▶ [Stored items]:
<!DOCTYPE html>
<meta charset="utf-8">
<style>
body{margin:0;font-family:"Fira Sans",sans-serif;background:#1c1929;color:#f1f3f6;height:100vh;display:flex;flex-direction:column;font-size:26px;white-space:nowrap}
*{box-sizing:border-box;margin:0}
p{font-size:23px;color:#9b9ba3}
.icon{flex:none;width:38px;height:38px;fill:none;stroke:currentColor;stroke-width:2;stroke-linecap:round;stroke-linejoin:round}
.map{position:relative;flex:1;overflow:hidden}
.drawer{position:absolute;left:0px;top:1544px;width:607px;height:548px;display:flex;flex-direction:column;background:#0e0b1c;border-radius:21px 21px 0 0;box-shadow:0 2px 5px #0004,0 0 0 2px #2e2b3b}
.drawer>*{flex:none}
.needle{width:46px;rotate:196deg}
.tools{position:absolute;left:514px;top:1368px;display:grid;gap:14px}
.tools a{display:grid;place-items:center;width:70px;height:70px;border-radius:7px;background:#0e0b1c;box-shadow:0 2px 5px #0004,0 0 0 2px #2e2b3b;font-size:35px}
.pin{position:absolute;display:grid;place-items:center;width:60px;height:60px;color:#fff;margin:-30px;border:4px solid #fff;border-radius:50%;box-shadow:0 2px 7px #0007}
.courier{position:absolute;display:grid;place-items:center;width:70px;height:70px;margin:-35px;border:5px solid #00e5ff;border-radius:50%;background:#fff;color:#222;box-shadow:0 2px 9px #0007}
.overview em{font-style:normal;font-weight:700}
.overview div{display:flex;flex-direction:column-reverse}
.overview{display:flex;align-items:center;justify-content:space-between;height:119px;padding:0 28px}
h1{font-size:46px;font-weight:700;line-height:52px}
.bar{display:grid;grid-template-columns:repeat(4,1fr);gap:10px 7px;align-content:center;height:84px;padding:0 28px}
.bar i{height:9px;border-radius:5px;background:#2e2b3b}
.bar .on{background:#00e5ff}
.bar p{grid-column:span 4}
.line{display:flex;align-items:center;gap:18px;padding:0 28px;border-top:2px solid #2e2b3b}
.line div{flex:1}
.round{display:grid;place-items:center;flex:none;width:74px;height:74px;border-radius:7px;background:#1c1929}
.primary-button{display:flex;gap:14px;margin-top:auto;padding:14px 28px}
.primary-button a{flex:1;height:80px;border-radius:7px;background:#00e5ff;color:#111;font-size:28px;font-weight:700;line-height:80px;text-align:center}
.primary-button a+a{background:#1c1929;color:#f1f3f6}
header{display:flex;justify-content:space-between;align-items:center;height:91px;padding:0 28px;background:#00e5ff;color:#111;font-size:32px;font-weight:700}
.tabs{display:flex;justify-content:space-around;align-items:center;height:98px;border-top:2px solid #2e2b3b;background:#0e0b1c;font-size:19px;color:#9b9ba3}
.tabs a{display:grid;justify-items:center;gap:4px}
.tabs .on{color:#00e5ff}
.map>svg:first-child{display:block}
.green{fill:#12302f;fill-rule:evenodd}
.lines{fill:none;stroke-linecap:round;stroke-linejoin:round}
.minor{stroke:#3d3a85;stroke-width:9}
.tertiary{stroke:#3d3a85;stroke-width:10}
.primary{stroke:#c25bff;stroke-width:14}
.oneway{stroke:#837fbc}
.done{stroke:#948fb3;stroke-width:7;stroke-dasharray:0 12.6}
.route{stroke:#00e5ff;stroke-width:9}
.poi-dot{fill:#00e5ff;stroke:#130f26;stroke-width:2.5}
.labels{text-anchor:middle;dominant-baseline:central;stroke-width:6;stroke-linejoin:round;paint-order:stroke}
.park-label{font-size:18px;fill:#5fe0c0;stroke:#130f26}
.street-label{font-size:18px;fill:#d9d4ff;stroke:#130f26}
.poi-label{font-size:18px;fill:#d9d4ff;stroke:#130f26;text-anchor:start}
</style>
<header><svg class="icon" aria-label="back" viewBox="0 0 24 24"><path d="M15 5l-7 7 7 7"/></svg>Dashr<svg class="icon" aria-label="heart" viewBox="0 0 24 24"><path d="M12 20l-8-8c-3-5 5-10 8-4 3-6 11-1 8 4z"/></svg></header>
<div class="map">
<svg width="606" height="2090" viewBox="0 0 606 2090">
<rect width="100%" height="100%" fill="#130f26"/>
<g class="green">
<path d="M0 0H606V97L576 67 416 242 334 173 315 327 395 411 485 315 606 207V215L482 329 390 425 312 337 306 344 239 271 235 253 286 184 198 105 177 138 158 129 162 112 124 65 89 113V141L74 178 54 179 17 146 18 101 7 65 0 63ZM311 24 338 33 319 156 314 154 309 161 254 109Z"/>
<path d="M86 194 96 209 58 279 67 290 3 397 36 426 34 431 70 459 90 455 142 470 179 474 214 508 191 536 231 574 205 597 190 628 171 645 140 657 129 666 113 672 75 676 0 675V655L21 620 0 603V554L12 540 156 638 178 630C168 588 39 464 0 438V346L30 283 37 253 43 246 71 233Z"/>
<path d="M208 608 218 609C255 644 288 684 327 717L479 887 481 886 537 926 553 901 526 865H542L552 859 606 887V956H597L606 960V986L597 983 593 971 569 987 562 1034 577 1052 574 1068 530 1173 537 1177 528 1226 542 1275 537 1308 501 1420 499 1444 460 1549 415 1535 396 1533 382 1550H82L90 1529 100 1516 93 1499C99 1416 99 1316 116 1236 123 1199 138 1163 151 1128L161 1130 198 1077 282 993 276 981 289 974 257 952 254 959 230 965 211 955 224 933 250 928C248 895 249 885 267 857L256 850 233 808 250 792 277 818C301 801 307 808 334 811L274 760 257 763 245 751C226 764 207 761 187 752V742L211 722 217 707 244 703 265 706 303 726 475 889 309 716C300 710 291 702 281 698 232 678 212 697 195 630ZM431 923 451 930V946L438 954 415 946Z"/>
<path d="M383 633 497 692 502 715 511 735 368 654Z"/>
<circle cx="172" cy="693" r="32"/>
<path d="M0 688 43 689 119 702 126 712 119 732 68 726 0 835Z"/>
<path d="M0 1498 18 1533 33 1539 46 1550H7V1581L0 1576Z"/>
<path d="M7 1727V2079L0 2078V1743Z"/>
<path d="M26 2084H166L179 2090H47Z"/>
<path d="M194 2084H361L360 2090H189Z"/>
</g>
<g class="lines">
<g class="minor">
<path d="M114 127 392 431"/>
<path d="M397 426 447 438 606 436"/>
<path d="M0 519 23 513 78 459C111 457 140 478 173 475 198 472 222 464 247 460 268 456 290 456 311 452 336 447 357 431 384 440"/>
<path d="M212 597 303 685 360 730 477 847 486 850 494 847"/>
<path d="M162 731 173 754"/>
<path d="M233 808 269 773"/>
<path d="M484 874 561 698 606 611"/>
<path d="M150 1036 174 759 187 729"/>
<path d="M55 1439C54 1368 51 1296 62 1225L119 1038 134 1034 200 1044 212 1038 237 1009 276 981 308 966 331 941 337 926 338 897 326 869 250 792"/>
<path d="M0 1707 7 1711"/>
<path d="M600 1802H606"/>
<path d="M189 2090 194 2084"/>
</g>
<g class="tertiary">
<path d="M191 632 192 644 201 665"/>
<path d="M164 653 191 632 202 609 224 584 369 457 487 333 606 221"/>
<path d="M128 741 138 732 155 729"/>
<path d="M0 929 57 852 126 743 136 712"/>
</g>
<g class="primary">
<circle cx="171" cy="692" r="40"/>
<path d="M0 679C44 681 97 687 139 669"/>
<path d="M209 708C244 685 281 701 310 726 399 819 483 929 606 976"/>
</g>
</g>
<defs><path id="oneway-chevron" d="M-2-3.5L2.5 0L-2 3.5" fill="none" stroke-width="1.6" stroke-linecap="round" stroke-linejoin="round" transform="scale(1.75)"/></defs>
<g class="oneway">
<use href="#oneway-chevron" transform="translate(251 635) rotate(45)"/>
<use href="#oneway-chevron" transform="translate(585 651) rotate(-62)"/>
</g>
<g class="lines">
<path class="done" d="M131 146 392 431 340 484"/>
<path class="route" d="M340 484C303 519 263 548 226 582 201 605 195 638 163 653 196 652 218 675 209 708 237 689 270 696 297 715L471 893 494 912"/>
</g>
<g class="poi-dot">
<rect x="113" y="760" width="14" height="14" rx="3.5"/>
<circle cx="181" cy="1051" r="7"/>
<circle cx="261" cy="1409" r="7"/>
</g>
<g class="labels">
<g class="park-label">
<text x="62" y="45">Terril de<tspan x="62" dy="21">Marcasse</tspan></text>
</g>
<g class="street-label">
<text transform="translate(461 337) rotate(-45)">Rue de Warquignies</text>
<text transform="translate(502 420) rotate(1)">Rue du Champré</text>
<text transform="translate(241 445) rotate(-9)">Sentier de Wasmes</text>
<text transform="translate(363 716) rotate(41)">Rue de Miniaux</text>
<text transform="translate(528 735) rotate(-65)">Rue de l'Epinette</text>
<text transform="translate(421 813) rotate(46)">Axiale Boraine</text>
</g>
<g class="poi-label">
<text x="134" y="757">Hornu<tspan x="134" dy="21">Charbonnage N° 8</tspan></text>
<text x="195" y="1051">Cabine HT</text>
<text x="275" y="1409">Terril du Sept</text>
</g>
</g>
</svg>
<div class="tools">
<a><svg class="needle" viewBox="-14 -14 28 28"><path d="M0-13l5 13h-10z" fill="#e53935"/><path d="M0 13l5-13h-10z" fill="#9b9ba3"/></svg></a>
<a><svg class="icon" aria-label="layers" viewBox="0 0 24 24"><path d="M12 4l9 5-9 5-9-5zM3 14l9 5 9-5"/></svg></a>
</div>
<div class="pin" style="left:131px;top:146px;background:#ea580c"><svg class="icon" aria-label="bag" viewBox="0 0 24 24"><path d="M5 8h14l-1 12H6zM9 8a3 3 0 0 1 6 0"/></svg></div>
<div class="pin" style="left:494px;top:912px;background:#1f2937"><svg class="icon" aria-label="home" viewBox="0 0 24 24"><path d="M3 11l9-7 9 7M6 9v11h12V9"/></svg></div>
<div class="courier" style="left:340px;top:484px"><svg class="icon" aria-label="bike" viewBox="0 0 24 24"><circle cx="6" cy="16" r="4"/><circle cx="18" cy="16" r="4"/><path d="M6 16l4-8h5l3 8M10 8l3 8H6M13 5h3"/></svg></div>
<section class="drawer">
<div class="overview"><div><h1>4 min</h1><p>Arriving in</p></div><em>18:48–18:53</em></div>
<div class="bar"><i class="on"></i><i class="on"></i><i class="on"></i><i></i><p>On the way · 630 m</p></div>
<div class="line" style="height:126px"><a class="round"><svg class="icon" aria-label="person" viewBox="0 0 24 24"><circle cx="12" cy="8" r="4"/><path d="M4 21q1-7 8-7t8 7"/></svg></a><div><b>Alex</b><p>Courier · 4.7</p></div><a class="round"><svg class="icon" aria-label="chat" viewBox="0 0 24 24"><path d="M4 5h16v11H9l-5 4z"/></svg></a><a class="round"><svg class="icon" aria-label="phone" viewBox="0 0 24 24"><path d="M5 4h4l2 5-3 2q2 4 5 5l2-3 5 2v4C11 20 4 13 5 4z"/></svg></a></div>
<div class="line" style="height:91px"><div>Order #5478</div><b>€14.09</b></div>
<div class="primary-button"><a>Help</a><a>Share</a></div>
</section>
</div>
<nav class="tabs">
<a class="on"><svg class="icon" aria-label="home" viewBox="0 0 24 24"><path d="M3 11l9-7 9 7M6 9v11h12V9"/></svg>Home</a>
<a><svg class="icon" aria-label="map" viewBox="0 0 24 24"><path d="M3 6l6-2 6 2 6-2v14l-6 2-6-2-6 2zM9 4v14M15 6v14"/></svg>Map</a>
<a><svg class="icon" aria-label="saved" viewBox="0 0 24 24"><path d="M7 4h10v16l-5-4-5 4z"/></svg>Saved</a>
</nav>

▶ [HOW TO COMPLETE THIS TASK]:
Review the preceding data and report every line that includes the string "labels".

▶ [PROBLEM SOLUTION]:
.labels{text-anchor:middle;dominant-baseline:central;stroke-width:6;stroke-linejoin:round;paint-order:stroke}
<g class="labels">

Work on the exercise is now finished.